_Given data_
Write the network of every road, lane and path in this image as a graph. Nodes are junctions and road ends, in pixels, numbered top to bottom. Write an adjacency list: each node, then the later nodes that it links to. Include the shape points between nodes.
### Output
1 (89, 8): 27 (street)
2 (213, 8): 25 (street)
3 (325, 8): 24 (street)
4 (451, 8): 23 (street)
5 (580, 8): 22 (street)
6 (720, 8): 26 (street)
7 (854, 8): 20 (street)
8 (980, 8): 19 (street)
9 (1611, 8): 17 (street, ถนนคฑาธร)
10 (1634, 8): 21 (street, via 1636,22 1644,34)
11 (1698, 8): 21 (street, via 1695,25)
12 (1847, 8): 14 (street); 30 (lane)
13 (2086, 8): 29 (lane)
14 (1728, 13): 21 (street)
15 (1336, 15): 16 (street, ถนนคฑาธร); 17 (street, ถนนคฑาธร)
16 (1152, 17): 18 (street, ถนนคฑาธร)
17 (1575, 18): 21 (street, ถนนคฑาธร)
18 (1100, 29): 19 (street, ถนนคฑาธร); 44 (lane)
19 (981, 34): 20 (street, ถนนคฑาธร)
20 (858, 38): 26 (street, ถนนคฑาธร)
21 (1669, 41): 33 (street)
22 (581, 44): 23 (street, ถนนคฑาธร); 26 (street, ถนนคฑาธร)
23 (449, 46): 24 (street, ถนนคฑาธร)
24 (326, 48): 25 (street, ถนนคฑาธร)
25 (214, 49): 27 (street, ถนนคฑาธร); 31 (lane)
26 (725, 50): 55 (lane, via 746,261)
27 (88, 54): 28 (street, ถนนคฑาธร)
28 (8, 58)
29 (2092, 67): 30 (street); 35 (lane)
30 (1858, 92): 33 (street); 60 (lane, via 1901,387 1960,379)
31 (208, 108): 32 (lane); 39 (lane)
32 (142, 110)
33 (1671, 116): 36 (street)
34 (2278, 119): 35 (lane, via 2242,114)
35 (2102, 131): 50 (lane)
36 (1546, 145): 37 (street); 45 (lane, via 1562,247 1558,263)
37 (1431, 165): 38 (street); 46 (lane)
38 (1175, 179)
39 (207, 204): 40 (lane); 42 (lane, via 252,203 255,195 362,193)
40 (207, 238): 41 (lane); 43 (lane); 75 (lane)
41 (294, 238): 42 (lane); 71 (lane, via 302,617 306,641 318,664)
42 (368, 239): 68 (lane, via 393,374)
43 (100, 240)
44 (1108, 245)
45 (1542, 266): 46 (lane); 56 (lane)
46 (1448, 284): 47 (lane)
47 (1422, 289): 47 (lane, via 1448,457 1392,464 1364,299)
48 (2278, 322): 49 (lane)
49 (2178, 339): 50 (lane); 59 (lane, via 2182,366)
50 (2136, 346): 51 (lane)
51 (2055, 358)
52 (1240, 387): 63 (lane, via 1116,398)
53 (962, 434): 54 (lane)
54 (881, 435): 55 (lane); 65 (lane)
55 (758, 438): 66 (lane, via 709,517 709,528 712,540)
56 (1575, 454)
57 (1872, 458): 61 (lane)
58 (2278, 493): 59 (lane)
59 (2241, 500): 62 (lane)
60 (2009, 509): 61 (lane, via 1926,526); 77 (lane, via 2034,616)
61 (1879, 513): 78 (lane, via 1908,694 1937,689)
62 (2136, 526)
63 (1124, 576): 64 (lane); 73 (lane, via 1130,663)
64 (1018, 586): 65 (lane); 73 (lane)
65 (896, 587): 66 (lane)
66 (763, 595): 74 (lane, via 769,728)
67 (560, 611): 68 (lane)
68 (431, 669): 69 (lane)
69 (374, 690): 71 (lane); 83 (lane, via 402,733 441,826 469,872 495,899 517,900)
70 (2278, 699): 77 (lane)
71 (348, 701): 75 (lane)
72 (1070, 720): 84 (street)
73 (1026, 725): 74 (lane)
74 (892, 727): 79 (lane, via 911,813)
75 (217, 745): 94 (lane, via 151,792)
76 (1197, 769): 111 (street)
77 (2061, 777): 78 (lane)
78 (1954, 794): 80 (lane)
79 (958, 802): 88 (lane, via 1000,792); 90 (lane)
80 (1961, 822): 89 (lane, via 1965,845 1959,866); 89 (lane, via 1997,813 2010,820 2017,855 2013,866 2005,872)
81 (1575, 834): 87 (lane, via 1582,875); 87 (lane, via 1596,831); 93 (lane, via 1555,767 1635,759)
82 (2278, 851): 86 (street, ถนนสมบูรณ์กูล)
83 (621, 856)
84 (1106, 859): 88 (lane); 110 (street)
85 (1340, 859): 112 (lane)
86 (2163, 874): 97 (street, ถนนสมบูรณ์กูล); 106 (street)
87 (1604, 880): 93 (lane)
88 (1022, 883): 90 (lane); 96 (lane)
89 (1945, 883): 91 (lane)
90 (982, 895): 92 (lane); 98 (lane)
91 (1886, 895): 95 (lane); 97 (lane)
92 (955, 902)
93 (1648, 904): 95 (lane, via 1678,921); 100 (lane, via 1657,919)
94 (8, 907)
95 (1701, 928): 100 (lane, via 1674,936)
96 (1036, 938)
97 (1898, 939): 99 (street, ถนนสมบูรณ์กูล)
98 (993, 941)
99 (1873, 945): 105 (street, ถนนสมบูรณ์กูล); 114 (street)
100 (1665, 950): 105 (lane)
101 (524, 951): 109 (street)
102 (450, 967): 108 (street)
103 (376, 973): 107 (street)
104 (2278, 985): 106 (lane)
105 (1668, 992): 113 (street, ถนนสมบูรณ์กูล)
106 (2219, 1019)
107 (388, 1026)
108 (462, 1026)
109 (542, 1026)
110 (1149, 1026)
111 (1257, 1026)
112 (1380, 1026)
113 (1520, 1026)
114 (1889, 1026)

_Activity_
The answer should consist of the full listing, repeated exactly.

_Solution_
Write the network of every road, lane and path in this image as a graph. Nodes are junctions and road ends, in pixels, numbered top to bottom. Write an adjacency list: each node, then the later nodes that it links to. Include the shape points between nodes.
### Output
1 (89, 8): 27 (street)
2 (213, 8): 25 (street)
3 (325, 8): 24 (street)
4 (451, 8): 23 (street)
5 (580, 8): 22 (street)
6 (720, 8): 26 (street)
7 (854, 8): 20 (street)
8 (980, 8): 19 (street)
9 (1611, 8): 17 (street, ถนนคฑาธร)
10 (1634, 8): 21 (street, via 1636,22 1644,34)
11 (1698, 8): 21 (street, via 1695,25)
12 (1847, 8): 14 (street); 30 (lane)
13 (2086, 8): 29 (lane)
14 (1728, 13): 21 (street)
15 (1336, 15): 16 (street, ถนนคฑาธร); 17 (street, ถนนคฑาธร)
16 (1152, 17): 18 (street, ถนนคฑาธร)
17 (1575, 18): 21 (street, ถนนคฑาธร)
18 (1100, 29): 19 (street, ถนนคฑาธร); 44 (lane)
19 (981, 34): 20 (street, ถนนคฑาธร)
20 (858, 38): 26 (street, ถนนคฑาธร)
21 (1669, 41): 33 (street)
22 (581, 44): 23 (street, ถนนคฑาธร); 26 (street, ถนนคฑาธร)
23 (449, 46): 24 (street, ถนนคฑาธร)
24 (326, 48): 25 (street, ถนนคฑาธร)
25 (214, 49): 27 (street, ถนนคฑาธร); 31 (lane)
26 (725, 50): 55 (lane, via 746,261)
27 (88, 54): 28 (street, ถนนคฑาธร)
28 (8, 58)
29 (2092, 67): 30 (street); 35 (lane)
30 (1858, 92): 33 (street); 60 (lane, via 1901,387 1960,379)
31 (208, 108): 32 (lane); 39 (lane)
32 (142, 110)
33 (1671, 116): 36 (street)
34 (2278, 119): 35 (lane, via 2242,114)
35 (2102, 131): 50 (lane)
36 (1546, 145): 37 (street); 45 (lane, via 1562,247 1558,263)
37 (1431, 165): 38 (street); 46 (lane)
38 (1175, 179)
39 (207, 204): 40 (lane); 42 (lane, via 252,203 255,195 362,193)
40 (207, 238): 41 (lane); 43 (lane); 75 (lane)
41 (294, 238): 42 (lane); 71 (lane, via 302,617 306,641 318,664)
42 (368, 239): 68 (lane, via 393,374)
43 (100, 240)
44 (1108, 245)
45 (1542, 266): 46 (lane); 56 (lane)
46 (1448, 284): 47 (lane)
47 (1422, 289): 47 (lane, via 1448,457 1392,464 1364,299)
48 (2278, 322): 49 (lane)
49 (2178, 339): 50 (lane); 59 (lane, via 2182,366)
50 (2136, 346): 51 (lane)
51 (2055, 358)
52 (1240, 387): 63 (lane, via 1116,398)
53 (962, 434): 54 (lane)
54 (881, 435): 55 (lane); 65 (lane)
55 (758, 438): 66 (lane, via 709,517 709,528 712,540)
56 (1575, 454)
57 (1872, 458): 61 (lane)
58 (2278, 493): 59 (lane)
59 (2241, 500): 62 (lane)
60 (2009, 509): 61 (lane, via 1926,526); 77 (lane, via 2034,616)
61 (1879, 513): 78 (lane, via 1908,694 1937,689)
62 (2136, 526)
63 (1124, 576): 64 (lane); 73 (lane, via 1130,663)
64 (1018, 586): 65 (lane); 73 (lane)
65 (896, 587): 66 (lane)
66 (763, 595): 74 (lane, via 769,728)
67 (560, 611): 68 (lane)
68 (431, 669): 69 (lane)
69 (374, 690): 71 (lane); 83 (lane, via 402,733 441,826 469,872 495,899 517,900)
70 (2278, 699): 77 (lane)
71 (348, 701): 75 (lane)
72 (1070, 720): 84 (street)
73 (1026, 725): 74 (lane)
74 (892, 727): 79 (lane, via 911,813)
75 (217, 745): 94 (lane, via 151,792)
76 (1197, 769): 111 (street)
77 (2061, 777): 78 (lane)
78 (1954, 794): 80 (lane)
79 (958, 802): 88 (lane, via 1000,792); 90 (lane)
80 (1961, 822): 89 (lane, via 1965,845 1959,866); 89 (lane, via 1997,813 2010,820 2017,855 2013,866 2005,872)
81 (1575, 834): 87 (lane, via 1582,875); 87 (lane, via 1596,831); 93 (lane, via 1555,767 1635,759)
82 (2278, 851): 86 (street, ถนนสมบูรณ์กูล)
83 (621, 856)
84 (1106, 859): 88 (lane); 110 (street)
85 (1340, 859): 112 (lane)
86 (2163, 874): 97 (street, ถนนสมบูรณ์กูล); 106 (street)
87 (1604, 880): 93 (lane)
88 (1022, 883): 90 (lane); 96 (lane)
89 (1945, 883): 91 (lane)
90 (982, 895): 92 (lane); 98 (lane)
91 (1886, 895): 95 (lane); 97 (lane)
92 (955, 902)
93 (1648, 904): 95 (lane, via 1678,921); 100 (lane, via 1657,919)
94 (8, 907)
95 (1701, 928): 100 (lane, via 1674,936)
96 (1036, 938)
97 (1898, 939): 99 (street, ถนนสมบูรณ์กูล)
98 (993, 941)
99 (1873, 945): 105 (street, ถนนสมบูรณ์กูล); 114 (street)
100 (1665, 950): 105 (lane)
101 (524, 951): 109 (street)
102 (450, 967): 108 (street)
103 (376, 973): 107 (street)
104 (2278, 985): 106 (lane)
105 (1668, 992): 113 (street, ถนนสมบูรณ์กูล)
106 (2219, 1019)
107 (388, 1026)
108 (462, 1026)
109 (542, 1026)
110 (1149, 1026)
111 (1257, 1026)
112 (1380, 1026)
113 (1520, 1026)
114 (1889, 1026)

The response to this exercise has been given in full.